Le wokisme américain néanmoins en voulant ré-envaler le plus gros du post moderne a retrouvé en même temps son vieux fond protestant de pointer du doigt le mauvais croyant, le pécheur celui qui pervertit la communauté demandant la voie vers le bon travailleur aimant Dieu; on est là de nouveau dans le social sa portion autoritaire.
Dans le wokisme post protestant-post moderne cela donne le "privilège blanc", le rapport au mal colonial que les européens et américains devenus ont commis contre le monde hors de l'Europe, comprenant normalement aussi l'Amérique du Sud, sa part européenne comme autochtone malmenée par les É.U. Quoi que moins présente chez les wokes U.S face à tout ce qui est trop "blanc".
Au niveau de la théorie du genre, l'autre facette woke inventée trouvant dans le mythique du paganisme antique l'idée de l'être non binaire ni homme ni femme ou s'inversant ou pouvant être n'importe qui, quoi dans un moi totalement libre d'une Anarchie qui serait enfin réalisée depuis que l'anarchisme 19ème a été une radicalisation du libéralisme premier.

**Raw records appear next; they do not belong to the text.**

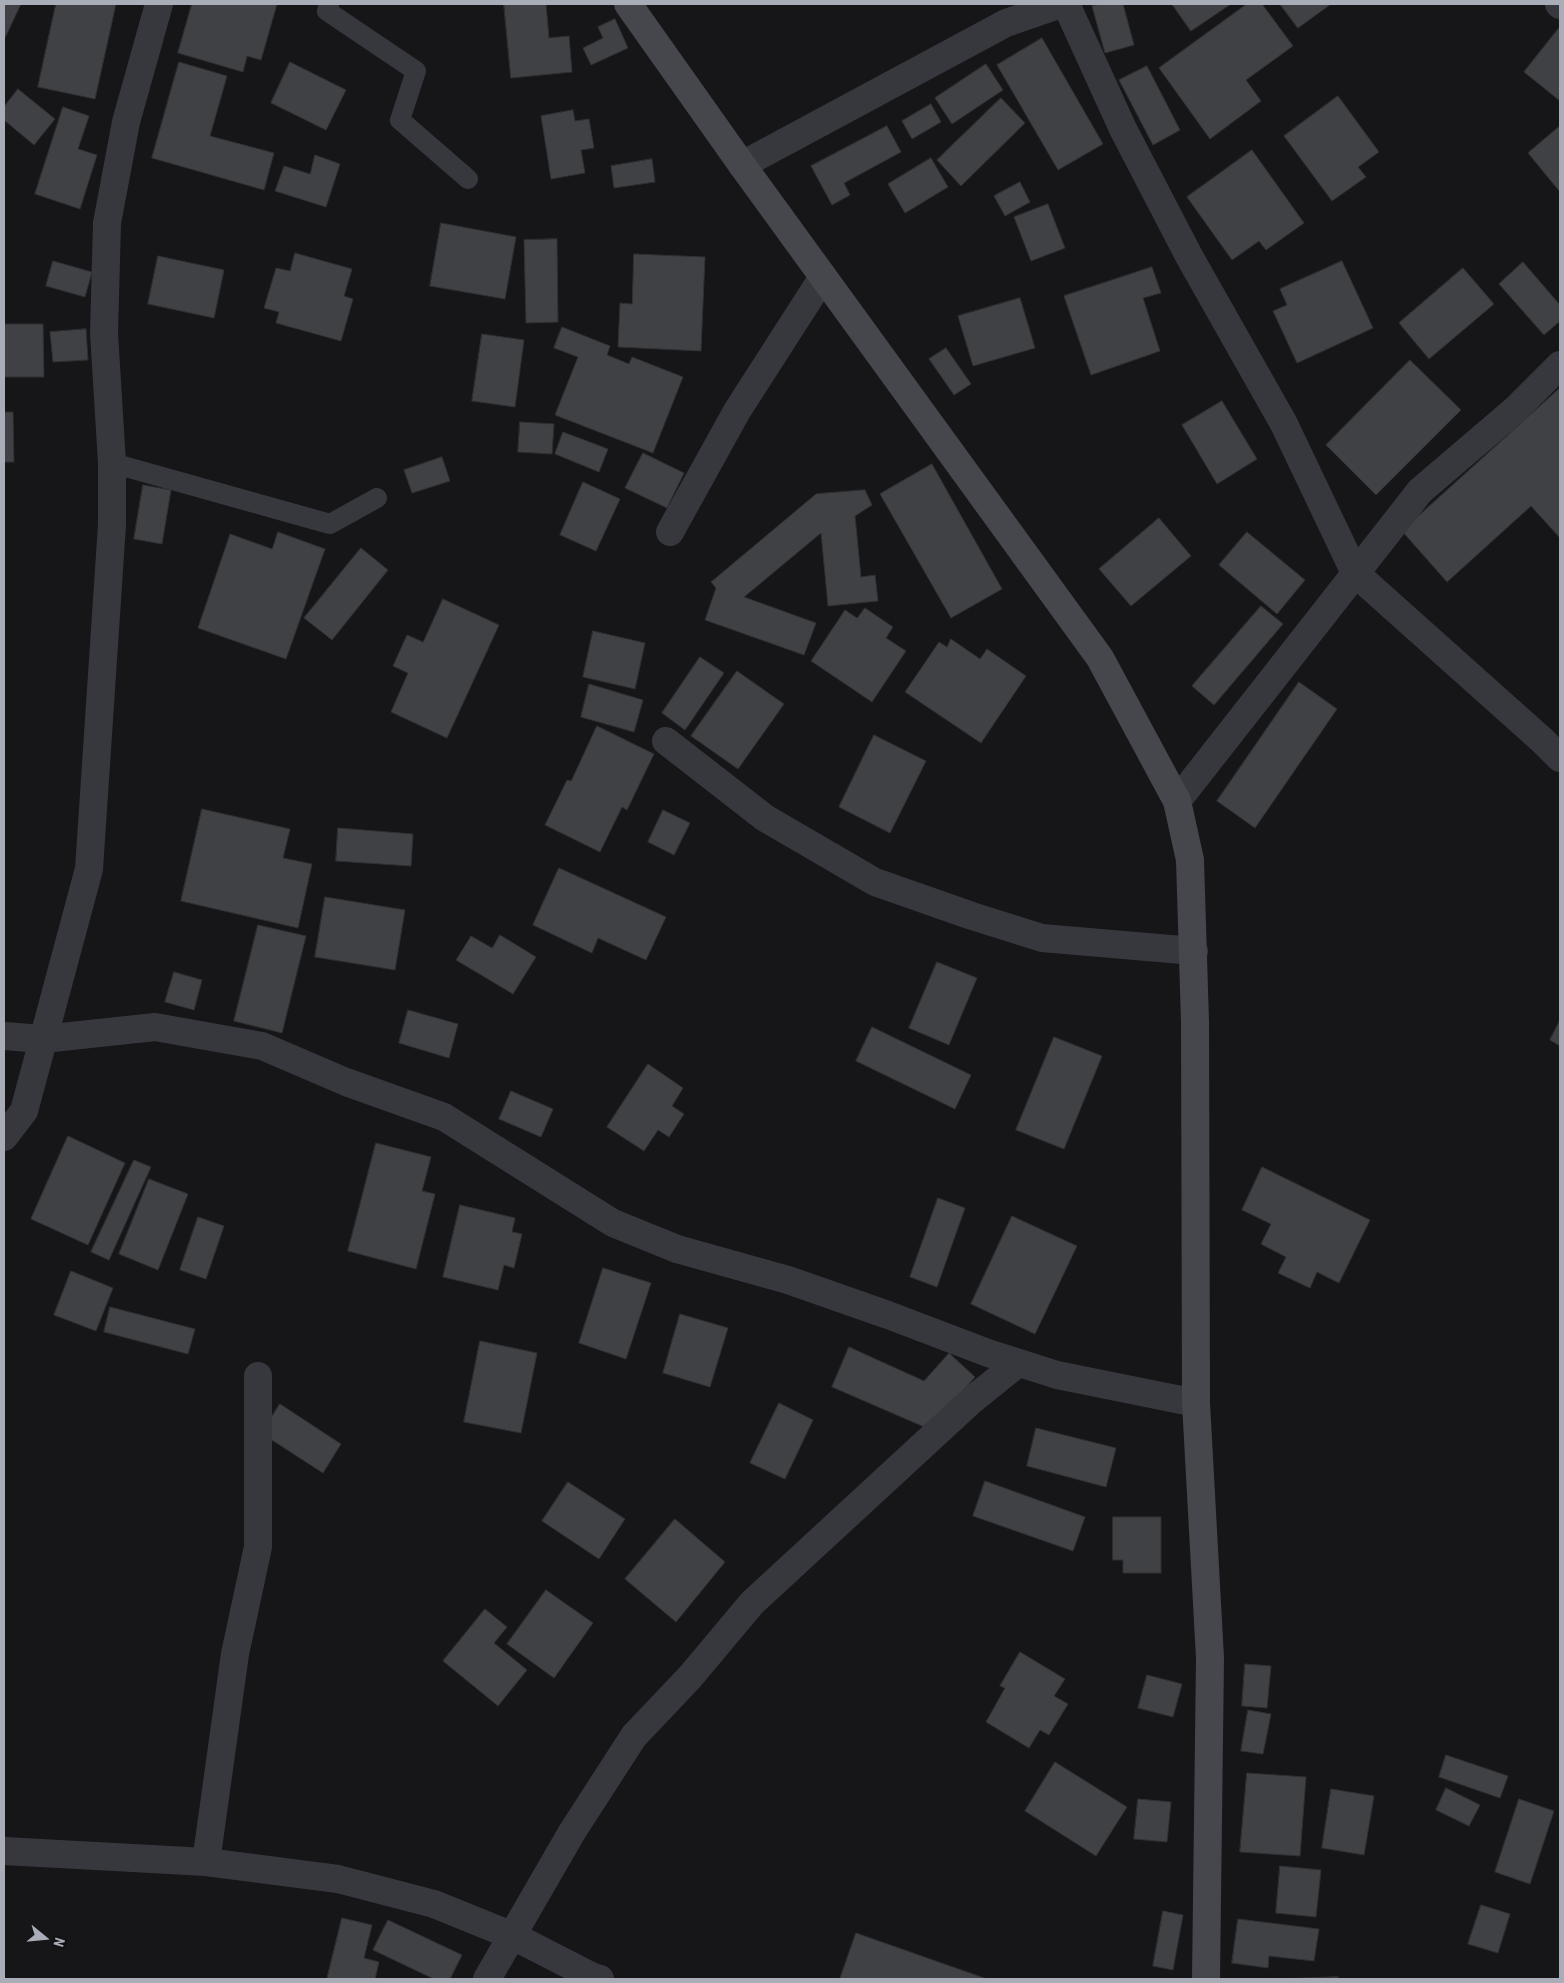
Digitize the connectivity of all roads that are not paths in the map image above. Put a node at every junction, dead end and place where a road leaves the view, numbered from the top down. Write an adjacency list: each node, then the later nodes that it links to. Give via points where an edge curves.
1 (159, 4): 10 (street, via 126,122 107,223 104,333)
2 (329, 4): 7 (lane, via 327,10 416,71 400,120)
3 (628, 4): 6 (street)
4 (1061, 4): 6 (street, via 1006,23)
5 (1066, 4): 13 (street, via 1123,129 1189,256 1284,424)
6 (742, 165): 8 (street)
7 (468, 178)
8 (823, 277): 12 (street, via 737,411); 16 (street, via 1100,658)
9 (1560, 365): 13 (street, via 1516,409 1420,491)
10 (112, 462): 11 (lane, via 330,524); 19 (street, via 112,525 89,869)
11 (377, 498)
12 (670, 532)
13 (1355, 573): 15 (street, via 1544,740); 16 (street)
14 (666, 741): 17 (street, via 765,818 875,882 1042,938)
15 (1560, 758)
16 (1177, 801): 17 (street, via 1190,860)
17 (1194, 951): 23 (street)
18 (4, 1036): 19 (street)
19 (43, 1039): 20 (street, via 24,1110); 21 (street, via 155,1027 262,1046 346,1082 444,1117 613,1223 677,1248 788,1280)
20 (4, 1137)
21 (1018, 1363): 23 (street, via 1057,1375); 26 (street, via 972,1400 752,1604 634,1736 572,1832)
22 (258, 1376): 25 (street, via 258,1547 235,1654)
23 (1196, 1403): 29 (street, via 1210,1658)
24 (4, 1851): 25 (street)
25 (206, 1862): 26 (street, via 338,1879 434,1904)
26 (513, 1936): 27 (street); 28 (street)
27 (487, 1979)
28 (600, 1979)
29 (1206, 1979)

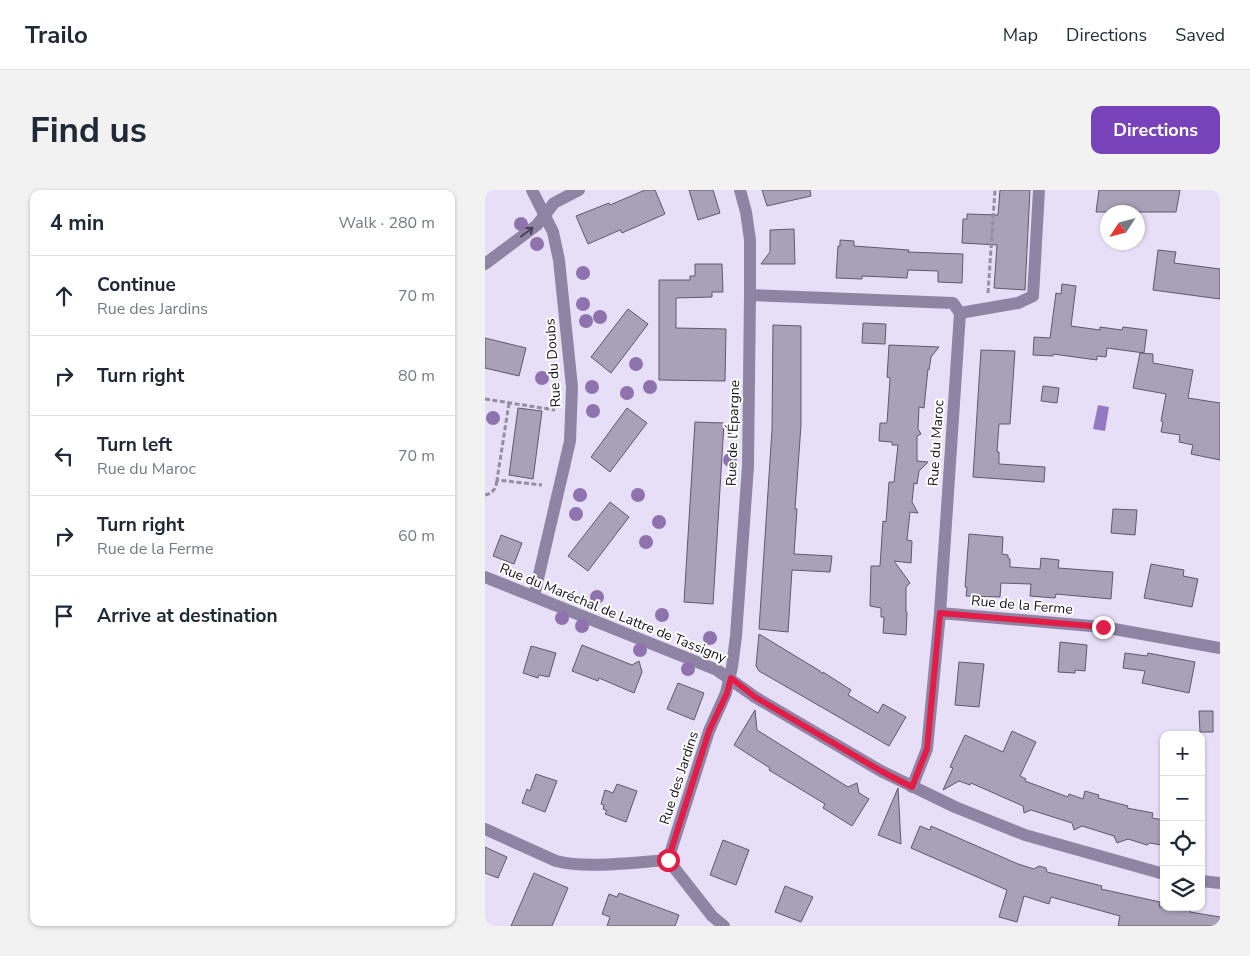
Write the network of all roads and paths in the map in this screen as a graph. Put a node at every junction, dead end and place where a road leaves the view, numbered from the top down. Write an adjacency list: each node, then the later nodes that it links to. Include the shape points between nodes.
1 (532, 190): 6 (street, Rue du Doubs)
2 (579, 190): 6 (street, via 554,203)
3 (740, 190): 8 (street, Rue de l'Épargne, via 750,240)
4 (995, 190): 9 (path, via 989,288)
5 (1039, 190): 9 (street, via 1033,296 1018,304)
6 (545, 215): 7 (street, one-way to 6, via 537,225); 18 (street, Rue du Doubs, via 553,232 559,260 572,387 570,441)
7 (485, 264)
8 (750, 295): 10 (street, via 953,302); 21 (street, Rue de l'Épargne, via 748,466)
9 (982, 310): 10 (street)
10 (960, 313): 19 (street, Rue du Maroc)
11 (485, 399): 12 (path)
12 (509, 403): 13 (path); 14 (path)
13 (555, 410)
14 (497, 480): 15 (path); 16 (path, via 493,492)
15 (542, 485)
16 (485, 495)
17 (485, 577): 18 (street, Rue du Maréchal de Lattre de Tassigny)
18 (534, 596): 21 (street, Rue du Maréchal de Lattre de Tassigny, via 704,664)
19 (940, 613): 20 (street, Rue de la Ferme, via 1103,627); 22 (street, Rue du Maroc, via 927,749)
20 (1220, 648)
21 (731, 678): 22 (street, Rue du Maréchal de Lattre de Tassigny, via 755,697); 24 (street, Rue des Jardins, via 709,731)
22 (912, 787): 25 (street, Rue du Maréchal de Lattre de Tassigny, via 1025,835)
23 (485, 829): 24 (street, via 564,864)
24 (668, 860): 28 (street, via 712,916)
25 (1160, 873)
26 (1205, 881): 27 (street)
27 (1220, 883)
28 (724, 926)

Mais on trouve aussi dans le genrisme woke, une sensibilité gnostique voulant que le mal est la source première du monde ou de la vie.
La notion de "corps assignés à la naissance" garçon ou fille demandant une correction de genre par la dernière médecine la plus avancée selon le capitalisme médical américain est un nihilisme comme écrit et dit Emmanuel Todd ou alors on est dans demain ce qui serait le trans-humanisme le lieu d'un humain hybride entre le biologique et la technologie ou devenant hors le tout social un être indéfinissable indescriptible inconnu à ce jour. Cela c'est la version positive en constatation que ce qui serait un trans-humain de type gnostique où l'homme vivrait 140 ans plutôt que brisé par la mort à 80 ans.
Que cette idéologie wokiste-transhumaine qui a probable toutes sortes d'influences depuis l'histoire mystique humaine et proprement religieuse est celle qui ouvre à l'Hubris dans ce qui est la RÉVOLTE contre le TOUT de la NATURE. La nature donne autant la vie que la mort. La nature est compatible avec le grand BIEN de richesses et beautés mais aussi avec toutes les souffrances, la maladie cruelle, la violence humaine comme celle des espèces sauvages des insectes et bactéries les plus agressants.
La médecine la plus récente occidentale technologique malgré sa division du corps malade en morceaux, en sèche division du travail entre les maladies du corps en force chirurgies d'épreuves à vivre, sans once d'ombre de SPIRITUALITÉ à Bénéficier, serait un des symboles de l'Utopie occidentale. Le BIO POLITIQUE selon Michel Foucault.
La nature domestiquée de l'homme de masse domestiqué lui-même procure de la Puissance. Il s'agit de penser comment cette puissance risque d'emporter l'humain lui-même et non seulement le seul Occident à force de son hubris. La Chine garde son spécifique mais a emprunté la puissance occidentale pour exister dans ce monde.